**TASK TO COMPLETE**
Please copy every line below that contains the string "NORTH".

[[ RECORDS SHOWN, beginning ]]

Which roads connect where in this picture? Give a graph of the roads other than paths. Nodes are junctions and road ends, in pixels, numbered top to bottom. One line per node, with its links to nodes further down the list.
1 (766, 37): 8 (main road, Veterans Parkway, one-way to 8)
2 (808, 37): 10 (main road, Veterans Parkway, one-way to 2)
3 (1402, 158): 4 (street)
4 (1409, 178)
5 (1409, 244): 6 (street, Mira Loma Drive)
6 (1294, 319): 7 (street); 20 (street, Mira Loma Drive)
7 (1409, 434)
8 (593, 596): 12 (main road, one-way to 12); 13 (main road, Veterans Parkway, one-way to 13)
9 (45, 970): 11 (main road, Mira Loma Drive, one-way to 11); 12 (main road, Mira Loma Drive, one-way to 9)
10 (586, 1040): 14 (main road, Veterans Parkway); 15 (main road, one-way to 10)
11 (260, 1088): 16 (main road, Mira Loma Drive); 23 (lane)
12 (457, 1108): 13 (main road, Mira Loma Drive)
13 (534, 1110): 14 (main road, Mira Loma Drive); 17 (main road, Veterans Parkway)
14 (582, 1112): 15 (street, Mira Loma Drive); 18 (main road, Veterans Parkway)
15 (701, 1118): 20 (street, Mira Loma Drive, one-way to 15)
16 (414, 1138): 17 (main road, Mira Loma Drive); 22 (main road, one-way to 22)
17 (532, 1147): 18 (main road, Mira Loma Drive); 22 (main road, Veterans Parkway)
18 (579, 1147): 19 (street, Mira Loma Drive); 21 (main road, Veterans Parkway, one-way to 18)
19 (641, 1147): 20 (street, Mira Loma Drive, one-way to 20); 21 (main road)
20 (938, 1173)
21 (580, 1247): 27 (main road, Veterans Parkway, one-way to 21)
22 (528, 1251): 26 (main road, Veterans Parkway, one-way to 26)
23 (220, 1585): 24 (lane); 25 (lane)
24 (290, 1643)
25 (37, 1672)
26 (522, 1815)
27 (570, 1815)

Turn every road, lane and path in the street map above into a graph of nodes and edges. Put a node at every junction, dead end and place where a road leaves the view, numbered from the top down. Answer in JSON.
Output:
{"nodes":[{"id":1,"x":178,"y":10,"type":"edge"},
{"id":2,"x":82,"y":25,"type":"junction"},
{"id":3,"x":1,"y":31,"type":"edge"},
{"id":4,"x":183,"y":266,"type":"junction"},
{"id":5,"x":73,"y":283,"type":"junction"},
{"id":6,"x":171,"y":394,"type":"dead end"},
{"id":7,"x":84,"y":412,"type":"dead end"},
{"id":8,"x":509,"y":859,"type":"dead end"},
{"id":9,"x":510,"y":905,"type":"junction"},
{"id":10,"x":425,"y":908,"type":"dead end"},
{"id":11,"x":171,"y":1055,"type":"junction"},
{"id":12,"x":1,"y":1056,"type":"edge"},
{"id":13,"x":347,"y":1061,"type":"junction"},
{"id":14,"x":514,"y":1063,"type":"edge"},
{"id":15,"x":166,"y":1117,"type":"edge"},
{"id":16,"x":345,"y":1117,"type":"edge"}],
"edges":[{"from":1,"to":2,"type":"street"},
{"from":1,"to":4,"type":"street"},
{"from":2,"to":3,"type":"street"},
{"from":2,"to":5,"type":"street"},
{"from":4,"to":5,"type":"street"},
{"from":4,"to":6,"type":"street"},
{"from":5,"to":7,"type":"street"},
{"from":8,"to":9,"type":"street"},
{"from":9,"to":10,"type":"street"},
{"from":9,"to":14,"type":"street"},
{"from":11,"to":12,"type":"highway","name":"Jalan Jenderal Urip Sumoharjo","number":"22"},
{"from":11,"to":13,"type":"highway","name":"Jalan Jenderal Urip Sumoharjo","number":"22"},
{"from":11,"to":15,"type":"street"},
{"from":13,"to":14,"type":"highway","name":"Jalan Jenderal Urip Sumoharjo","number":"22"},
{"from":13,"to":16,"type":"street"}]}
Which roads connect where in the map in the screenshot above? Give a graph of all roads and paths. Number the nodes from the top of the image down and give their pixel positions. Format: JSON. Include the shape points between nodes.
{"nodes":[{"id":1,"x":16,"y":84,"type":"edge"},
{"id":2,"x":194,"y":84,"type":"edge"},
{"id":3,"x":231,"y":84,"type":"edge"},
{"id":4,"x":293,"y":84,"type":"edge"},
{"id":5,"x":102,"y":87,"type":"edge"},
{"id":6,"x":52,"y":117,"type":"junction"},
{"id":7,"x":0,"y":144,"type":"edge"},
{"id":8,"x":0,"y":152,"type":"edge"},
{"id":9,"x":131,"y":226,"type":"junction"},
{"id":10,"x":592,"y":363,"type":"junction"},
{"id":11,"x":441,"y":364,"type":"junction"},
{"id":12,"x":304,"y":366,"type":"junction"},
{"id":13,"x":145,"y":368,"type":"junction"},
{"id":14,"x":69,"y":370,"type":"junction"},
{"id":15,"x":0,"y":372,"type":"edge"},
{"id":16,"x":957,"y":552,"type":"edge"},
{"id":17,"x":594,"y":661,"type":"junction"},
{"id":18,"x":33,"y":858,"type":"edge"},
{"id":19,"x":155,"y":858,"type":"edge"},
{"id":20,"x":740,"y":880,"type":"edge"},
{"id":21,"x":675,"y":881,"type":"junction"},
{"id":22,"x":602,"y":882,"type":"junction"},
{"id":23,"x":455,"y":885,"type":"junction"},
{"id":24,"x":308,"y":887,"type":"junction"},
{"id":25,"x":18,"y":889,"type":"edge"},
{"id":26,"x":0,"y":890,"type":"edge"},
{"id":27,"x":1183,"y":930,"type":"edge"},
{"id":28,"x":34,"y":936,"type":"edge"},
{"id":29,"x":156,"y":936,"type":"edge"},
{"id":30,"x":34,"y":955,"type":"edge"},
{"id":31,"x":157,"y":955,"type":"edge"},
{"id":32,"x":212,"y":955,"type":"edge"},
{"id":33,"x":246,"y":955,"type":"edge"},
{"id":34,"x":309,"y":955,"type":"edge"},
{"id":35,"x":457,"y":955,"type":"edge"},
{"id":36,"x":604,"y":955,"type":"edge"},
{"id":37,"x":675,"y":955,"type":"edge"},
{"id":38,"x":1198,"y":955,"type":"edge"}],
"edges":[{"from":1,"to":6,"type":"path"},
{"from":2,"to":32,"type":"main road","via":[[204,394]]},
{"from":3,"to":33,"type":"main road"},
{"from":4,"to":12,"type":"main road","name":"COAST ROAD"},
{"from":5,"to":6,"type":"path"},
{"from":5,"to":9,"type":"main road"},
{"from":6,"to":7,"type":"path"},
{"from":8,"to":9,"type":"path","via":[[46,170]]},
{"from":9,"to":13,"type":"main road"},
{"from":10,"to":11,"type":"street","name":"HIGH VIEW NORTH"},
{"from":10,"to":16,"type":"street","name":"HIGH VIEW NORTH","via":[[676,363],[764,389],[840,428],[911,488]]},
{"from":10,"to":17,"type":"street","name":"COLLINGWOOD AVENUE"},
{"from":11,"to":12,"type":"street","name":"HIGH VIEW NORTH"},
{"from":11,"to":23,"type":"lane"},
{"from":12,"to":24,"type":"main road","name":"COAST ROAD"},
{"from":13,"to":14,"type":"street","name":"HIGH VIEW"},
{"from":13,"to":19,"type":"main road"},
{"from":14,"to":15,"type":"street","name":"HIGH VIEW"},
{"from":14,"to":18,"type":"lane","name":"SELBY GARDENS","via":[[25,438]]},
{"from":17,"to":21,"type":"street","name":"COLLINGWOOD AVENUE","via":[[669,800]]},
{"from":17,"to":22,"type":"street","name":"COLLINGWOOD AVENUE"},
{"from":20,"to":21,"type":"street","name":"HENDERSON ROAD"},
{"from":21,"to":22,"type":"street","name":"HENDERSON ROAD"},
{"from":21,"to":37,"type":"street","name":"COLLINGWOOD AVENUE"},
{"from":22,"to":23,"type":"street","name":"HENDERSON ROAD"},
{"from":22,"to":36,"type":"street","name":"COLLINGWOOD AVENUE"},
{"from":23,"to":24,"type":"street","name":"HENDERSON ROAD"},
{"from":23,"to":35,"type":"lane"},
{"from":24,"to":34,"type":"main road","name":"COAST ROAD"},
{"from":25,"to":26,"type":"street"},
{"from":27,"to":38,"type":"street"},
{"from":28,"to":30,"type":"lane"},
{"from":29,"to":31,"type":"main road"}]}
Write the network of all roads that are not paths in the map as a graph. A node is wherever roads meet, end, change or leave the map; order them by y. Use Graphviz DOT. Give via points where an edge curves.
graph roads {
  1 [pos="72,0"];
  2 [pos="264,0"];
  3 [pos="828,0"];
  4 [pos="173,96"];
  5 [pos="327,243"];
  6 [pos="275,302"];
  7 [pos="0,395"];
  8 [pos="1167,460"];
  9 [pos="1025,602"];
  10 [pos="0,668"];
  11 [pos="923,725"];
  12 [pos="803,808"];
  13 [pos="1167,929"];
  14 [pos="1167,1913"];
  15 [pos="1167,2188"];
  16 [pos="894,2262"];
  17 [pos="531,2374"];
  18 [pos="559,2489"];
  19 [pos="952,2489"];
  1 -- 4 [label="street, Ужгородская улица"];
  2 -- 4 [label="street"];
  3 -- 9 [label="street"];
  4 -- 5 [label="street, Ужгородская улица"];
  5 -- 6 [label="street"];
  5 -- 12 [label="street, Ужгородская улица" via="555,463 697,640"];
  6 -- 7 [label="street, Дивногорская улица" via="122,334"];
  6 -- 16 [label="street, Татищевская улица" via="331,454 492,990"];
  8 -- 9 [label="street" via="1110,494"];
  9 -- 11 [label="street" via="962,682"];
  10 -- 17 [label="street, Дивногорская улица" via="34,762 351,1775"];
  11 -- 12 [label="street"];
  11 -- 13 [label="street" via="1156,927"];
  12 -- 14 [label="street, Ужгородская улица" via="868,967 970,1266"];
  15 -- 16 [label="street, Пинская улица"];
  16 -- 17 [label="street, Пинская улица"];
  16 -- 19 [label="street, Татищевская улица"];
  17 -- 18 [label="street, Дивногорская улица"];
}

[[ RECORDS SHOWN, end ]]

**RESPONSE FOR THIS EXERCISE**
{"from":10,"to":11,"type":"street","name":"HIGH VIEW NORTH"},
{"from":10,"to":16,"type":"street","name":"HIGH VIEW NORTH","via":[[676,363],[764,389],[840,428],[911,488]]},
{"from":11,"to":12,"type":"street","name":"HIGH VIEW NORTH"},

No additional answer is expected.